But that means that you have to have very strong regulations and incentives, and the regulation he does, they do have one significant regulation. The problem is it’s too vague. They say they want to have eighty percent of all electricity generated by clean energy by 2030 and one-hundred percent by 2035. Now, the point is, if that’s real, then yeah, then the private sector is going to invest in clean energy because they have to.

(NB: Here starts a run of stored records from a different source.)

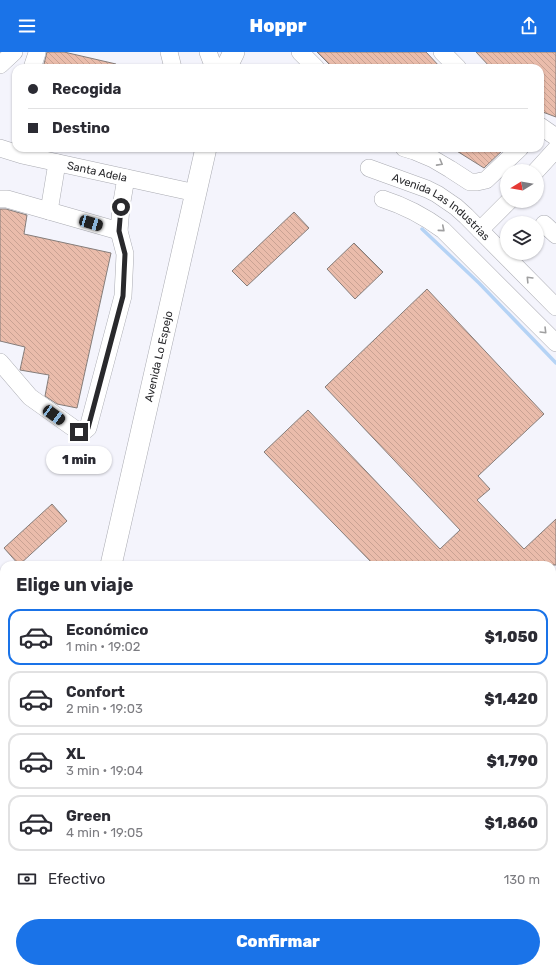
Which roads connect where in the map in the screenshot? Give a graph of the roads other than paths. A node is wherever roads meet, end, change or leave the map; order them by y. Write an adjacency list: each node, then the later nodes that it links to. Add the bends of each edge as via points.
1 (14, 52): 14 (street)
2 (169, 52): 8 (street)
3 (208, 52): 9 (street)
4 (228, 52): 10 (main road)
5 (234, 52): 11 (main road)
6 (300, 52): 12 (street)
7 (442, 52): 13 (street)
8 (171, 64)
9 (212, 64)
10 (226, 64)
11 (227, 64)
12 (312, 64)
13 (454, 64)
14 (0, 66)
15 (544, 129): 16 (street)
16 (556, 137)
17 (0, 148): 19 (street, Santa Adela)
18 (556, 149): 25 (street)
19 (12, 152)
20 (13, 152): 24 (street, Santa Adela)
21 (205, 152): 29 (main road, Avenida Lo Espejo)
22 (416, 152): 23 (street, one-way to 23, via 433,159 470,182 486,180)
23 (516, 152)
24 (57, 163): 27 (street, Santa Adela); 34 (street)
25 (542, 164)
26 (369, 168): 28 (street, Avenida Las Industrias)
27 (126, 178): 29 (street, Santa Adela); 36 (street)
28 (417, 186): 33 (street, via 409,195); 35 (street, Avenida Las Industrias, via 446,199)
29 (196, 193): 42 (main road, Avenida Lo Espejo)
30 (0, 199): 34 (street)
31 (383, 199): 33 (street, Avenida Las Industrias)
32 (502, 208): 35 (street)
33 (409, 209): 39 (street, Avenida Las Industrias, one-way to 39, via 421,214 443,230)
34 (49, 211): 36 (street)
35 (480, 230): 37 (street, Avenida Las Industrias, one-way to 35)
36 (119, 231): 41 (street, via 125,254 123,296 88,428 79,432 30,397)
37 (543, 294): 38 (street, Avenida Las Industrias); 39 (street, via 534,296)
38 (556, 307)
39 (525, 312): 40 (street, Avenida Las Industrias, one-way to 40)
40 (556, 343)
41 (0, 362)
42 (112, 561)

But what if this is just aspirational? That would be very nice. Then it’s meaningless, as has been the case in a lot of. Like in New York State, they had something similar a renewable portfolio standard. I studied it. In 2015 they are supposed to be at 30 percent renewable electricity. They never got there. There wasn’t a single article in the press. There wasn’t a single memo within the whole state government saying, whoops, we missed it. They just made up a new one, and so if it’s all going to be rhetoric, of course, we’re not going to get.

Paul Jay

So I don’t know, realistically speaking, first of all, what’s in the Biden plan that would facilitate, stimulate this private investment? And if it isn’t enough, shouldn’t there be a lot more money on the table from the government and two given this unique moment where Wall Street doesn’t seem to be at all concerned with inflation or debt, you don’t have to necessarily tax it to get to the six hundred billion they’re creating money left, right and center. They can just make some more.

Bob Pollin

Yeah, well, I think that the Biden plan relative to things that we’ve had before, including Obama, it is extremely ambitious, I want to give him credit for that. It’s also, at least so far, rhetoric, it is very strong in support of job creation. It’s called the American Jobs Plan. So this is also a massive sea change. When I first started working on this issue of green energy transition and job creation, I did it precisely because the prevailing view was you can save the planet or you can create jobs, but you can’t do both.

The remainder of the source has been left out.